## Task item
Find all lines below containing the string "DRIVE" and return them.

[Items from a data source]
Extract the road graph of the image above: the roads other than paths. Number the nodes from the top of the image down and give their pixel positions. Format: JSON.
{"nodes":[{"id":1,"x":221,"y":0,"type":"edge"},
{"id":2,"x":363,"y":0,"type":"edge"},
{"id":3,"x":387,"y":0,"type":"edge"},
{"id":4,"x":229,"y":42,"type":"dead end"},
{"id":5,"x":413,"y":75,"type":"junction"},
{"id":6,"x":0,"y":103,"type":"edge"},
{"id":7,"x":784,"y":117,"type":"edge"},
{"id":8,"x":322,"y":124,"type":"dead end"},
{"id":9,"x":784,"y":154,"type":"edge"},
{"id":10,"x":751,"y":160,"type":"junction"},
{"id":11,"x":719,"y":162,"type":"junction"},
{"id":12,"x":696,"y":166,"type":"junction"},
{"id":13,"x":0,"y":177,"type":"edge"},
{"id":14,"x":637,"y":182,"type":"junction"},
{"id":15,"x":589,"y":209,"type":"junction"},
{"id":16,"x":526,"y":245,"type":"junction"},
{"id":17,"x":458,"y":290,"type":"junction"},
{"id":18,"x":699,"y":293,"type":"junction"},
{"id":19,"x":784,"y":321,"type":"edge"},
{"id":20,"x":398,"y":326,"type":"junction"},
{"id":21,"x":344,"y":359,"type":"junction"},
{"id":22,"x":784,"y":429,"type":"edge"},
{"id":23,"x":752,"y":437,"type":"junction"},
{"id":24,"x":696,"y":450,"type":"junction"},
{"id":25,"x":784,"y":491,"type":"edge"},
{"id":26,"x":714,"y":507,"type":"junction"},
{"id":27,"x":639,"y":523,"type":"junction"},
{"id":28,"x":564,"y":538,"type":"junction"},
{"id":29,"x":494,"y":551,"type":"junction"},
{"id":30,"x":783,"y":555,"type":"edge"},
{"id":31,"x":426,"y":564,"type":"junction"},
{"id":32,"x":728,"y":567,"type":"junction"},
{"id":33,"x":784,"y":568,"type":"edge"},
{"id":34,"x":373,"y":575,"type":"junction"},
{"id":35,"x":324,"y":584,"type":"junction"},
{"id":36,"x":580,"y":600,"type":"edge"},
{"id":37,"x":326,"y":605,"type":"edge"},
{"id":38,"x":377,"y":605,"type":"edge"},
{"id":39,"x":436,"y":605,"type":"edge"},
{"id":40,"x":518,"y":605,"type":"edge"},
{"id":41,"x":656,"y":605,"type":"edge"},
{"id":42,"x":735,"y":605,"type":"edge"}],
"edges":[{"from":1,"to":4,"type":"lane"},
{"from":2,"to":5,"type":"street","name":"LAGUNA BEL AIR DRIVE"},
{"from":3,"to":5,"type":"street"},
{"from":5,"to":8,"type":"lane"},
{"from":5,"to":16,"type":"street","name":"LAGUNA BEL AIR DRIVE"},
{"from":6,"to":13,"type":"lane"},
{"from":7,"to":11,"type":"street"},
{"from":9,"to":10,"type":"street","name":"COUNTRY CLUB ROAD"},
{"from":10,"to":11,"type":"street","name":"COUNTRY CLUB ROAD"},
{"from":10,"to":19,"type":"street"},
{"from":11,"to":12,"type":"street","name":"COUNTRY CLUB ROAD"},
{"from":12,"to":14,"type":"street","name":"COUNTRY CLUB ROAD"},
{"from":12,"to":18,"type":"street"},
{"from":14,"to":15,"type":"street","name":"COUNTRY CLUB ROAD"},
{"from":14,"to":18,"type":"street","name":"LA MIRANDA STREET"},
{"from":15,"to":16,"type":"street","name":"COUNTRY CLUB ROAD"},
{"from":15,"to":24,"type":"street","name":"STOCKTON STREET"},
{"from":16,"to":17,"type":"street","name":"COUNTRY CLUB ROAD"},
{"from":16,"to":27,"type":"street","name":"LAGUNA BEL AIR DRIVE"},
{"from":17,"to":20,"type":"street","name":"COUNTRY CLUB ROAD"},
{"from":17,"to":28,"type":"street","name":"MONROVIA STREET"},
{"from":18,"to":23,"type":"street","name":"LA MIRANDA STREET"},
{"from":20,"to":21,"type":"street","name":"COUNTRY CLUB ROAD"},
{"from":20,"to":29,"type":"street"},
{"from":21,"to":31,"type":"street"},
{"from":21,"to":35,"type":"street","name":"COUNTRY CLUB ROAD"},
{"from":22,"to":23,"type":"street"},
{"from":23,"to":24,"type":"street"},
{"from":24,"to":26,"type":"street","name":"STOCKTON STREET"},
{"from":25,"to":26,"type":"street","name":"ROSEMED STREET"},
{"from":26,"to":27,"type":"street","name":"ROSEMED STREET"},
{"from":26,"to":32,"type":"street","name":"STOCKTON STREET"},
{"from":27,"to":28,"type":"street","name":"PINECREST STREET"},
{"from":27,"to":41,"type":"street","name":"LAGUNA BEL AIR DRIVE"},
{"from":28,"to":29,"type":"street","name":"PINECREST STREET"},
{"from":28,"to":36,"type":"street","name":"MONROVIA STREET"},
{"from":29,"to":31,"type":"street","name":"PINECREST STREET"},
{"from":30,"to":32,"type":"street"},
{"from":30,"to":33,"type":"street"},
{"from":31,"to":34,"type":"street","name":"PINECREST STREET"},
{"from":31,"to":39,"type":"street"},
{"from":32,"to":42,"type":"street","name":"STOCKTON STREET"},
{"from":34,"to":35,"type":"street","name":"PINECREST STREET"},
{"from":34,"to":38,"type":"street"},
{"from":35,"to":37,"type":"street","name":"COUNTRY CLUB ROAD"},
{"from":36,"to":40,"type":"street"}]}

## Solution
{"from":2,"to":5,"type":"street","name":"LAGUNA BEL AIR DRIVE"},
{"from":5,"to":16,"type":"street","name":"LAGUNA BEL AIR DRIVE"},
{"from":16,"to":27,"type":"street","name":"LAGUNA BEL AIR DRIVE"},
{"from":27,"to":41,"type":"street","name":"LAGUNA BEL AIR DRIVE"},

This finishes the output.